> _Records provided_:
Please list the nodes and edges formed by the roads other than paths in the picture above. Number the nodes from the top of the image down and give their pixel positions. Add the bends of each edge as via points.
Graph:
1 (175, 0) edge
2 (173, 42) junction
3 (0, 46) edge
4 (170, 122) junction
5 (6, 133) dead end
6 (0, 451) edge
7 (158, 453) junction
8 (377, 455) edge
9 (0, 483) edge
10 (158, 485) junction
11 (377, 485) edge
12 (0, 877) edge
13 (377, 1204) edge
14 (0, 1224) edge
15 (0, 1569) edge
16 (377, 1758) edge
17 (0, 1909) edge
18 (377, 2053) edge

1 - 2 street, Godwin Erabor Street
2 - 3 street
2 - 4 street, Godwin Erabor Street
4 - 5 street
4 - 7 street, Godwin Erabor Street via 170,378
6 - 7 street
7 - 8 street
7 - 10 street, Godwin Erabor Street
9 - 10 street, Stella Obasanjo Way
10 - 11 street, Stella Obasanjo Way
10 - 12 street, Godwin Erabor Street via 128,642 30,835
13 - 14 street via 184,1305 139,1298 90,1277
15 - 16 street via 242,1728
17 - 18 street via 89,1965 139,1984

> _Task prompt_: Write out the data once more, word for word.

> _Answer section_:
Please list the nodes and edges formed by the roads other than paths in the picture above. Number the nodes from the top of the image down and give their pixel positions. Add the bends of each edge as via points.
Graph:
1 (175, 0) edge
2 (173, 42) junction
3 (0, 46) edge
4 (170, 122) junction
5 (6, 133) dead end
6 (0, 451) edge
7 (158, 453) junction
8 (377, 455) edge
9 (0, 483) edge
10 (158, 485) junction
11 (377, 485) edge
12 (0, 877) edge
13 (377, 1204) edge
14 (0, 1224) edge
15 (0, 1569) edge
16 (377, 1758) edge
17 (0, 1909) edge
18 (377, 2053) edge

1 - 2 street, Godwin Erabor Street
2 - 3 street
2 - 4 street, Godwin Erabor Street
4 - 5 street
4 - 7 street, Godwin Erabor Street via 170,378
6 - 7 street
7 - 8 street
7 - 10 street, Godwin Erabor Street
9 - 10 street, Stella Obasanjo Way
10 - 11 street, Stella Obasanjo Way
10 - 12 street, Godwin Erabor Street via 128,642 30,835
13 - 14 street via 184,1305 139,1298 90,1277
15 - 16 street via 242,1728
17 - 18 street via 89,1965 139,1984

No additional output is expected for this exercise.